## [INSTRUCTIONS TO FOLLOW]
The entries are to be output word for word, with the pictures omitted.

____ RECORD EXTRACTS

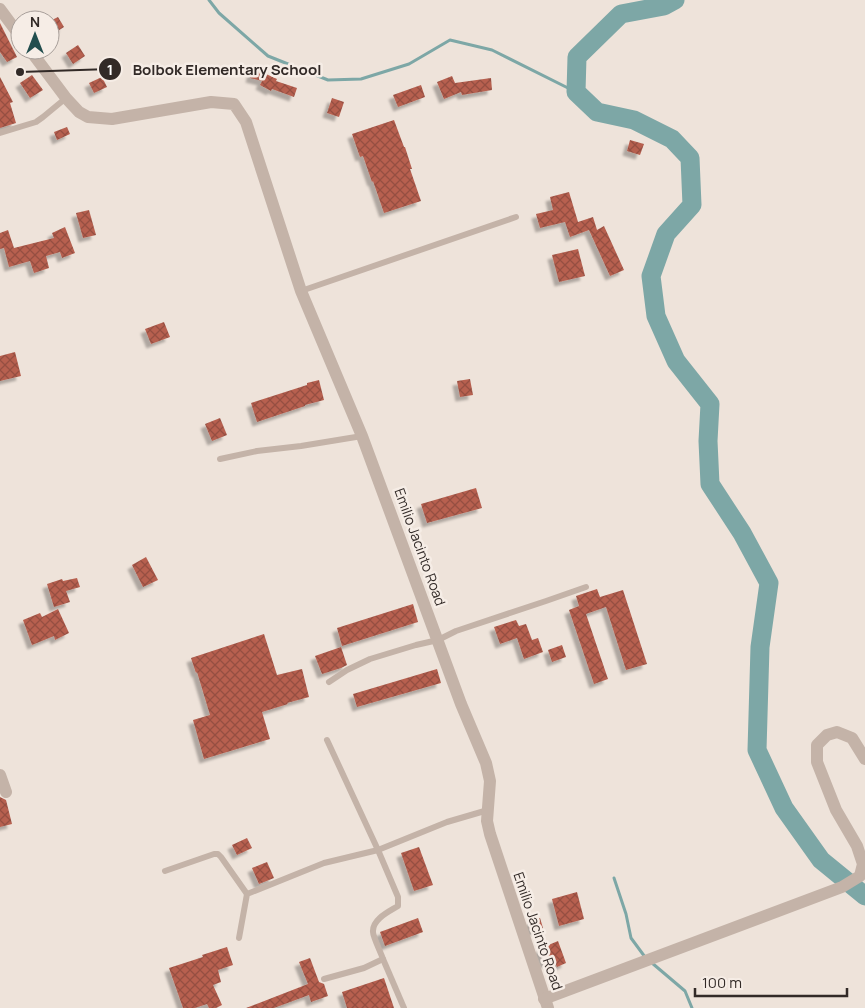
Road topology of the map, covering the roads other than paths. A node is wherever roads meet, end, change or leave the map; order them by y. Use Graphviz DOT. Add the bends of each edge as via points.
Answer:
graph roads {
  1 [pos="0,9"];
  2 [pos="10,22"];
  3 [pos="38,60"];
  4 [pos="66,98"];
  5 [pos="0,133"];
  6 [pos="516,217"];
  7 [pos="301,291"];
  8 [pos="362,436"];
  9 [pos="220,460"];
  10 [pos="586,587"];
  11 [pos="438,640"];
  12 [pos="329,682"];
  13 [pos="327,740"];
  14 [pos="865,759"];
  15 [pos="0,776"];
  16 [pos="6,792"];
  17 [pos="488,810"];
  18 [pos="378,850"];
  19 [pos="165,871"];
  20 [pos="247,894"];
  21 [pos="239,938"];
  22 [pos="383,959"];
  23 [pos="324,979"];
  24 [pos="546,1003"];
  25 [pos="404,1008"];
  1 -- 2 [label="street"];
  3 -- 4 [label="street"];
  4 -- 5 [label="lane" via="36,122"];
  4 -- 7 [label="street, Emilio Jacinto Road" via="88,117 112,119 211,102 234,104 246,122"];
  6 -- 7 [label="lane"];
  7 -- 8 [label="street, Emilio Jacinto Road"];
  8 -- 9 [label="lane" via="257,451"];
  8 -- 11 [label="street, Emilio Jacinto Road"];
  10 -- 11 [label="lane"];
  11 -- 12 [label="lane" via="370,659"];
  11 -- 17 [label="street, Emilio Jacinto Road" via="486,763 490,781"];
  13 -- 18 [label="lane"];
  14 -- 24 [label="street" via="852,738 837,732 827,735 817,745 817,762 863,864 860,876 848,884"];
  15 -- 16 [label="street"];
  17 -- 18 [label="lane" via="446,822"];
  17 -- 24 [label="street, Emilio Jacinto Road" via="490,834"];
  18 -- 20 [label="lane" via="324,863"];
  18 -- 22 [label="lane" via="398,897 398,906 381,917 373,932"];
  19 -- 20 [label="lane" via="218,854"];
  20 -- 21 [label="lane"];
  22 -- 23 [label="lane"];
  22 -- 25 [label="lane"];
}
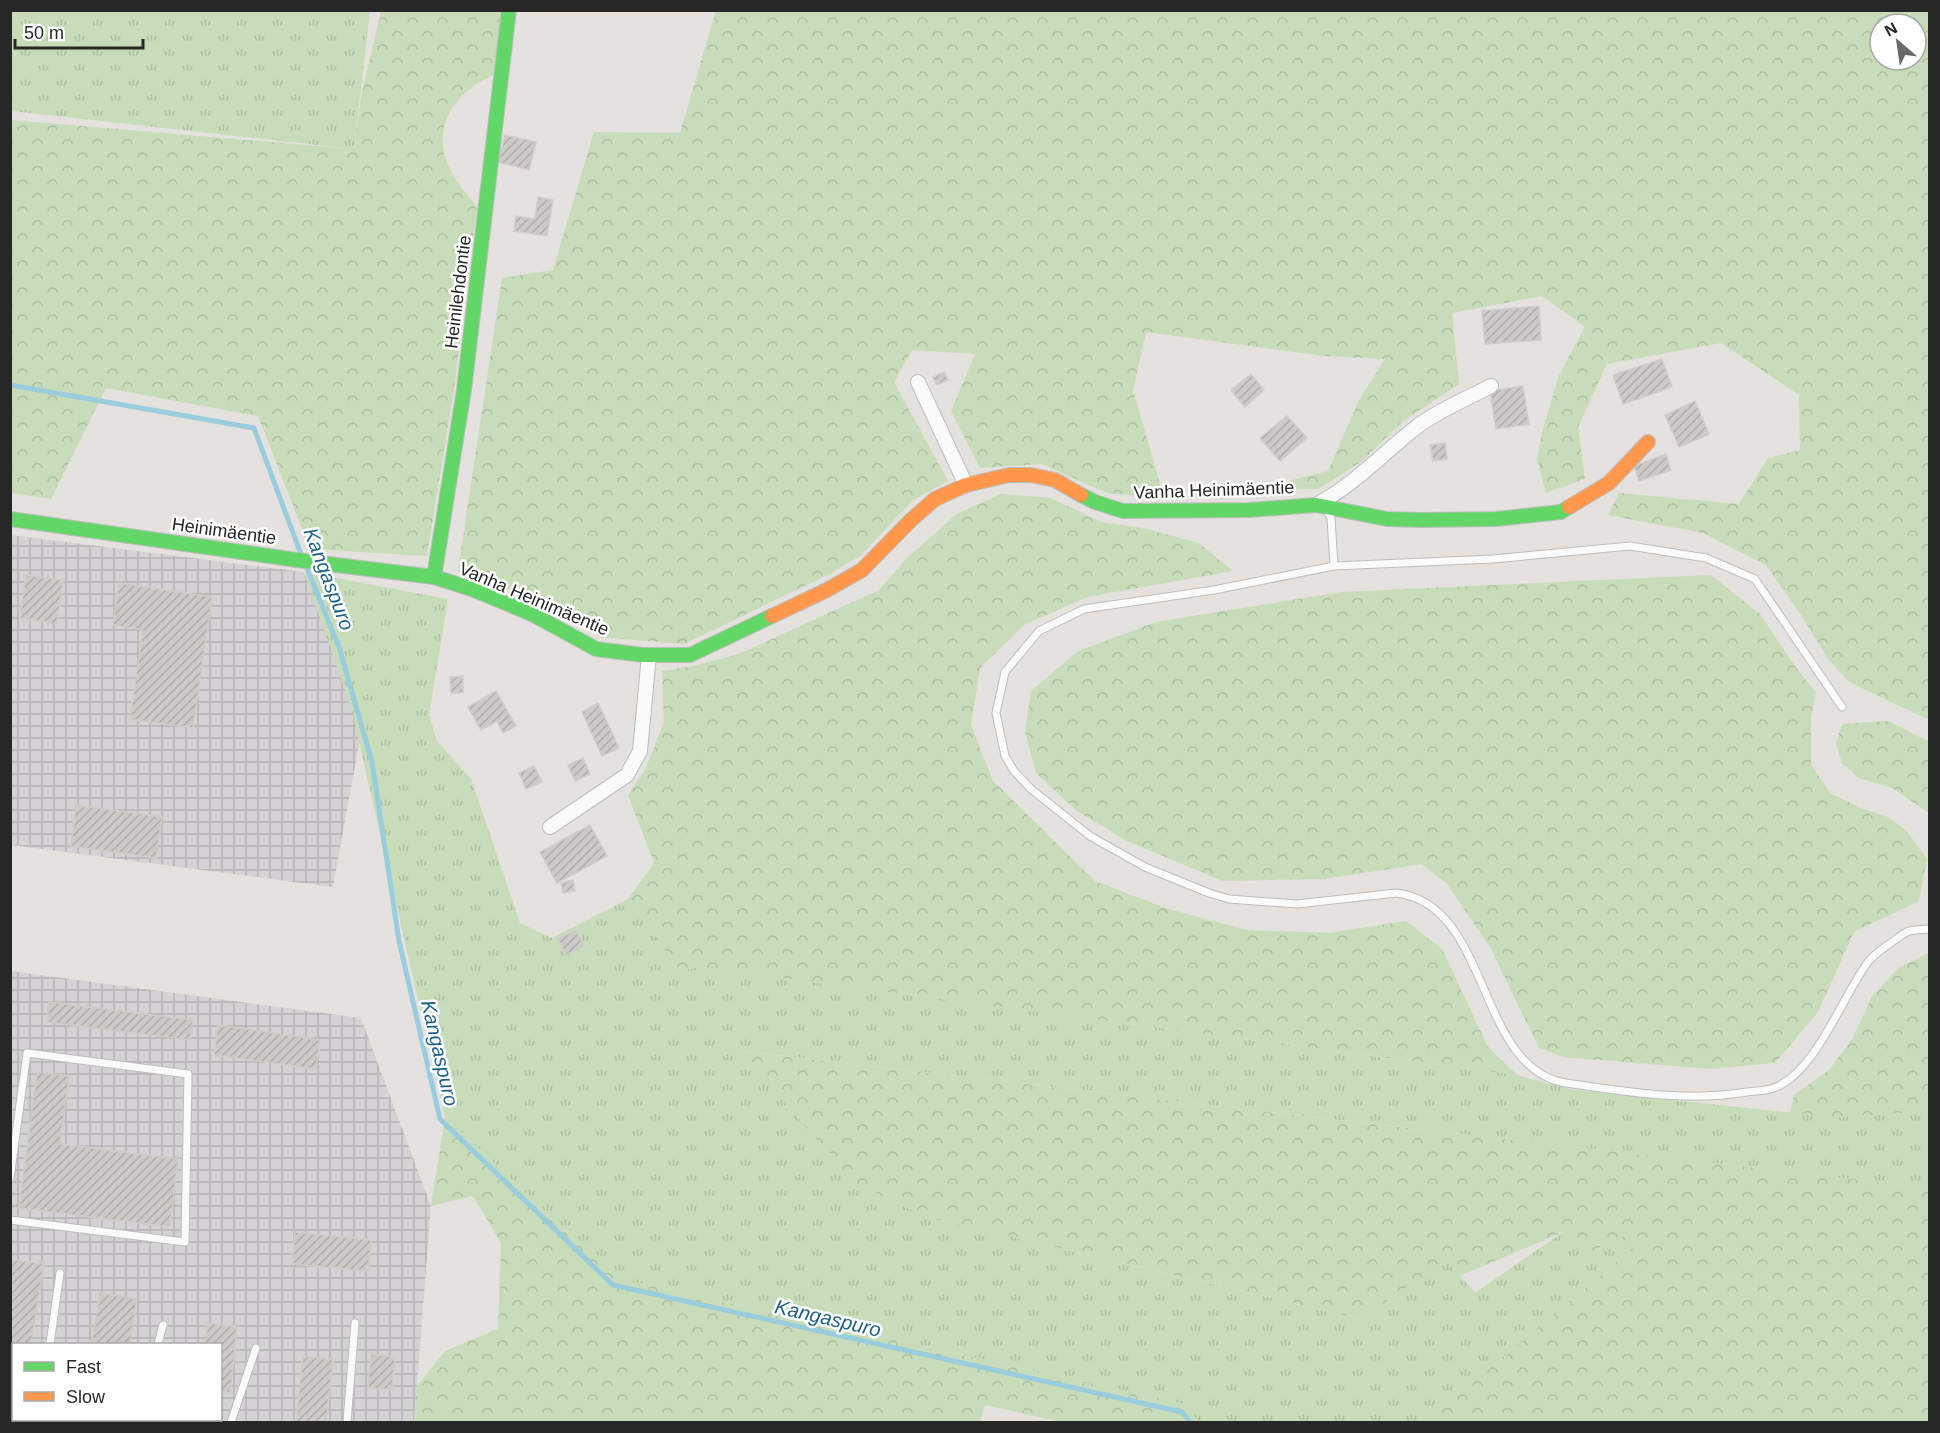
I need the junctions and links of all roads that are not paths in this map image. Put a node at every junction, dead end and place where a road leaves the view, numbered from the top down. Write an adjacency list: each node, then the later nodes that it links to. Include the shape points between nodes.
1 (510, 10): 9 (street, Heinilehdontie, via 464,390)
2 (918, 382): 5 (street)
3 (1491, 386): 6 (street, via 1416,427)
4 (1648, 442): 6 (street, Vanha Heinimäentie, via 1609,483 1561,512 1496,519 1422,520 1387,519)
5 (966, 485): 6 (street, Vanha Heinimäentie, via 1009,475 1031,475 1055,480 1095,502 1123,511); 10 (street, Vanha Heinimäentie, via 935,499 862,570 827,590 690,654)
6 (1320, 506): 8 (lane, via 1331,518)
7 (10, 519): 9 (street, Heinimäentie)
8 (1334, 566): 11 (lane, via 1493,559 1630,546 1706,558 1755,579); 13 (lane, via 1214,590 1084,609 1038,631 1005,672 996,714 1005,756 1014,771 1090,836 1145,867 1209,893 1229,899 1297,904 1396,893 1425,900 1448,923 1468,954 1518,1054 1537,1072 1563,1082 1680,1096 1719,1097 1774,1088 1796,1074 1811,1056 1868,961 1907,932)
9 (434, 577): 10 (street, Vanha Heinimäentie, via 534,615 596,649)
10 (650, 655): 12 (street, via 640,751 627,775)
11 (1842, 707)
12 (550, 828)
13 (1929, 929)
14 (10, 1178): 15 (lane, via 27,1053 188,1074 185,1242)
15 (10, 1220)
16 (60, 1273): 19 (lane)
17 (355, 1323): 23 (lane)
18 (163, 1325): 20 (lane)
19 (50, 1343)
20 (158, 1343)
21 (256, 1348): 22 (lane)
22 (231, 1422)
23 (347, 1422)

________

## [SOLUTION]
Road topology of the map, covering the roads other than paths. A node is wherever roads meet, end, change or leave the map; order them by y. Use Graphviz DOT. Add the bends of each edge as via points.
Answer:
graph roads {
  1 [pos="0,9"];
  2 [pos="10,22"];
  3 [pos="38,60"];
  4 [pos="66,98"];
  5 [pos="0,133"];
  6 [pos="516,217"];
  7 [pos="301,291"];
  8 [pos="362,436"];
  9 [pos="220,460"];
  10 [pos="586,587"];
  11 [pos="438,640"];
  12 [pos="329,682"];
  13 [pos="327,740"];
  14 [pos="865,759"];
  15 [pos="0,776"];
  16 [pos="6,792"];
  17 [pos="488,810"];
  18 [pos="378,850"];
  19 [pos="165,871"];
  20 [pos="247,894"];
  21 [pos="239,938"];
  22 [pos="383,959"];
  23 [pos="324,979"];
  24 [pos="546,1003"];
  25 [pos="404,1008"];
  1 -- 2 [label="street"];
  3 -- 4 [label="street"];
  4 -- 5 [label="lane" via="36,122"];
  4 -- 7 [label="street, Emilio Jacinto Road" via="88,117 112,119 211,102 234,104 246,122"];
  6 -- 7 [label="lane"];
  7 -- 8 [label="street, Emilio Jacinto Road"];
  8 -- 9 [label="lane" via="257,451"];
  8 -- 11 [label="street, Emilio Jacinto Road"];
  10 -- 11 [label="lane"];
  11 -- 12 [label="lane" via="370,659"];
  11 -- 17 [label="street, Emilio Jacinto Road" via="486,763 490,781"];
  13 -- 18 [label="lane"];
  14 -- 24 [label="street" via="852,738 837,732 827,735 817,745 817,762 863,864 860,876 848,884"];
  15 -- 16 [label="street"];
  17 -- 18 [label="lane" via="446,822"];
  17 -- 24 [label="street, Emilio Jacinto Road" via="490,834"];
  18 -- 20 [label="lane" via="324,863"];
  18 -- 22 [label="lane" via="398,897 398,906 381,917 373,932"];
  19 -- 20 [label="lane" via="218,854"];
  20 -- 21 [label="lane"];
  22 -- 23 [label="lane"];
  22 -- 25 [label="lane"];
}
I need the junctions and links of all roads that are not paths in this map image. Put a node at every junction, dead end and place where a road leaves the view, numbered from the top down. Write an adjacency list: each node, then the later nodes that it links to. Include the shape points between nodes.
1 (510, 10): 9 (street, Heinilehdontie, via 464,390)
2 (918, 382): 5 (street)
3 (1491, 386): 6 (street, via 1416,427)
4 (1648, 442): 6 (street, Vanha Heinimäentie, via 1609,483 1561,512 1496,519 1422,520 1387,519)
5 (966, 485): 6 (street, Vanha Heinimäentie, via 1009,475 1031,475 1055,480 1095,502 1123,511); 10 (street, Vanha Heinimäentie, via 935,499 862,570 827,590 690,654)
6 (1320, 506): 8 (lane, via 1331,518)
7 (10, 519): 9 (street, Heinimäentie)
8 (1334, 566): 11 (lane, via 1493,559 1630,546 1706,558 1755,579); 13 (lane, via 1214,590 1084,609 1038,631 1005,672 996,714 1005,756 1014,771 1090,836 1145,867 1209,893 1229,899 1297,904 1396,893 1425,900 1448,923 1468,954 1518,1054 1537,1072 1563,1082 1680,1096 1719,1097 1774,1088 1796,1074 1811,1056 1868,961 1907,932)
9 (434, 577): 10 (street, Vanha Heinimäentie, via 534,615 596,649)
10 (650, 655): 12 (street, via 640,751 627,775)
11 (1842, 707)
12 (550, 828)
13 (1929, 929)
14 (10, 1178): 15 (lane, via 27,1053 188,1074 185,1242)
15 (10, 1220)
16 (60, 1273): 19 (lane)
17 (355, 1323): 23 (lane)
18 (163, 1325): 20 (lane)
19 (50, 1343)
20 (158, 1343)
21 (256, 1348): 22 (lane)
22 (231, 1422)
23 (347, 1422)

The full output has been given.